定着支援センター10年 障害者ら再犯わずか9% 長崎県内帰住345人

 罪を繰り返す障害者や高齢者に住居や福祉サービスを提供し、社会復帰を支援する「長崎県地域生活定着支援センター」(諫早市)が全国で初めて長崎県に開設されて10年。この間、センターが支援した県内帰住の障害者・高齢者計345人のうち、刑務所に再入所した再犯者は9%(30人)だったことが同センターのまとめで分かった。
 同センターは2009年1月、厚生労働省のモデル事業として全国で初めて長崎県に設置。窃盗や無銭飲食などの犯罪を繰り返す障害者や高齢者が刑務所を出所した後、福祉につなぎ更生を図る事業を始めた。長崎県での実践を基に順次全国に整備され、現在、各都道府県に計48カ所ある。
 同センターによると、10年間で支援した人数は計670人(男586人、女84人)。身体、知的、精神など何らかの障害がある人が526人(約79%)を占めた。65歳以上の高齢者は229人(約34%)。80代以上も19人(約3%)いた。犯した罪は窃盗が420人(約63%)で最多。

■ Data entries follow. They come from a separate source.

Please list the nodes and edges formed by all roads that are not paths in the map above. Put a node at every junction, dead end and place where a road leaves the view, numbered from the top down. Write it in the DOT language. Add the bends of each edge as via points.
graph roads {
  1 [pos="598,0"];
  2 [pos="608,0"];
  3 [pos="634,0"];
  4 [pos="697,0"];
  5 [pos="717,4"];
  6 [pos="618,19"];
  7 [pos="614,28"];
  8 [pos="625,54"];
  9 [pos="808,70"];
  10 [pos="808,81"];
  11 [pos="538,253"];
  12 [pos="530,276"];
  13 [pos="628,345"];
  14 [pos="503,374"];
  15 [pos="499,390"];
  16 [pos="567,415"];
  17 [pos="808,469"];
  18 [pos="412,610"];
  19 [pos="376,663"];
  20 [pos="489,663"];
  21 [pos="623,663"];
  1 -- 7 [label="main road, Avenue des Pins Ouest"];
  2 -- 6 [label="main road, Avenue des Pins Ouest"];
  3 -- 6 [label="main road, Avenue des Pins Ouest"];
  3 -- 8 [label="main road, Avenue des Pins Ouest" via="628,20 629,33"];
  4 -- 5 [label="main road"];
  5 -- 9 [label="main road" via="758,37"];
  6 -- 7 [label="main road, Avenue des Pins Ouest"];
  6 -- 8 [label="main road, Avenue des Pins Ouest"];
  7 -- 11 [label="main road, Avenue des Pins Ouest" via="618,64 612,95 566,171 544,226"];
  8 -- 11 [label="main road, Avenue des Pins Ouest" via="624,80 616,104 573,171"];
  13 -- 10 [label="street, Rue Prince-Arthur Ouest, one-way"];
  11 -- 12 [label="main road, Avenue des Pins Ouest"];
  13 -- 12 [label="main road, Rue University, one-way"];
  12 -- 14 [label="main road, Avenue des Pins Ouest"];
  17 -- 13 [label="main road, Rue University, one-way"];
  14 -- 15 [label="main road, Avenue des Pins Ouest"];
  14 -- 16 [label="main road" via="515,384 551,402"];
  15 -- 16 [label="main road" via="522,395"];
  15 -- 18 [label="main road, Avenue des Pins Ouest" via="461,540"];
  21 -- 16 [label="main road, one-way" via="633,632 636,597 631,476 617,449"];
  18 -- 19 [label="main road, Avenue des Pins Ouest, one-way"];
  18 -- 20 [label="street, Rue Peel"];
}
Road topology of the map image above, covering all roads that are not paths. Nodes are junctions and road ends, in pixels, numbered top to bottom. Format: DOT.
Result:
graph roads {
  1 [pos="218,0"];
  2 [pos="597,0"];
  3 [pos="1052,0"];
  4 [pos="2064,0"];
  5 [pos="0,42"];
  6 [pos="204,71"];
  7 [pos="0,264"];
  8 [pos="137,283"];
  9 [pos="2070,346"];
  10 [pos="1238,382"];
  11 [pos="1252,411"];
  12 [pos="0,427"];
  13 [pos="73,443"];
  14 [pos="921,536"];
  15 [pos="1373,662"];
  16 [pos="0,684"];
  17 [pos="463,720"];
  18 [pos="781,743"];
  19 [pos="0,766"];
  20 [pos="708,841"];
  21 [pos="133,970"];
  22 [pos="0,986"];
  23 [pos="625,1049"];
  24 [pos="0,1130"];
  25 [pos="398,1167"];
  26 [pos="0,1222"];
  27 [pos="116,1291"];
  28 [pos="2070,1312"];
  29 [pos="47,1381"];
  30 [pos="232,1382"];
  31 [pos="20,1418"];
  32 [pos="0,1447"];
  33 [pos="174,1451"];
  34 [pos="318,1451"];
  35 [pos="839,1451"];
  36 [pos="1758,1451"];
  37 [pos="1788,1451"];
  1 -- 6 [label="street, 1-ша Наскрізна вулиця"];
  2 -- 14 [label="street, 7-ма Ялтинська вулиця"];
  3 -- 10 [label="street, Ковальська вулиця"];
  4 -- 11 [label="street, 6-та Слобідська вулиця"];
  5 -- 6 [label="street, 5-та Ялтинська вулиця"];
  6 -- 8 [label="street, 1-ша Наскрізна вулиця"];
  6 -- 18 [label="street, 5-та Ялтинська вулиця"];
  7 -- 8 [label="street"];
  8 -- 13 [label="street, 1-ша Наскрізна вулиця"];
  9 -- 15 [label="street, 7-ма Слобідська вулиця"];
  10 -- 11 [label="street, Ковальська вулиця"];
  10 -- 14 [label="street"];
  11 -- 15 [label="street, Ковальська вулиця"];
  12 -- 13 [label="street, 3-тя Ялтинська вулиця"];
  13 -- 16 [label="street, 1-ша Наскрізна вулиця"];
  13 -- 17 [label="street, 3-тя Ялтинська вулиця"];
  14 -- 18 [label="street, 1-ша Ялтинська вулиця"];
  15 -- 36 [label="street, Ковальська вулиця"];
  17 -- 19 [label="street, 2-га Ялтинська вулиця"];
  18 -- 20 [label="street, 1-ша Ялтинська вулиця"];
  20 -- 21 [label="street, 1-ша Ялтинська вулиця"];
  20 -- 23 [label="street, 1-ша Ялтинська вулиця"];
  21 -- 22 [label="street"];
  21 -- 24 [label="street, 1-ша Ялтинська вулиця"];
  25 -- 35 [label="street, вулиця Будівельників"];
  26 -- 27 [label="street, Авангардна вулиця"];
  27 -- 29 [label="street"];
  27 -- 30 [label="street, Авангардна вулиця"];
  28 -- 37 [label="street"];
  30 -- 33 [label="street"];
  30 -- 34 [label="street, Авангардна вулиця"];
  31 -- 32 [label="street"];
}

 県内に帰住した対象者の再犯者は9%。アルコールや薬物などの依存傾向があったり、介護保険など公的サービスの対象外で周囲との関係が希薄な人が犯罪を繰り返しやすい傾向があった。16年版犯罪白書によると、刑法犯として摘発された人のうち48%が再犯者。再犯までの期間は高齢になるほど短くなる傾向があり、11年の刑務所出所者のうち、65歳以上の高齢者の4割は半年未満で再犯に至っていた。
 龍谷大の浜井浩一教授(犯罪学)は「高齢・障害者の中で、刑務所を出ても帰住先がない人の再犯率は高い。長崎のセンターは開設以降、福祉施設につないだ後のアフターケアも含め先進的な取り組みを重ねてきた。それが再犯者数の少なさに表れている」と評価している。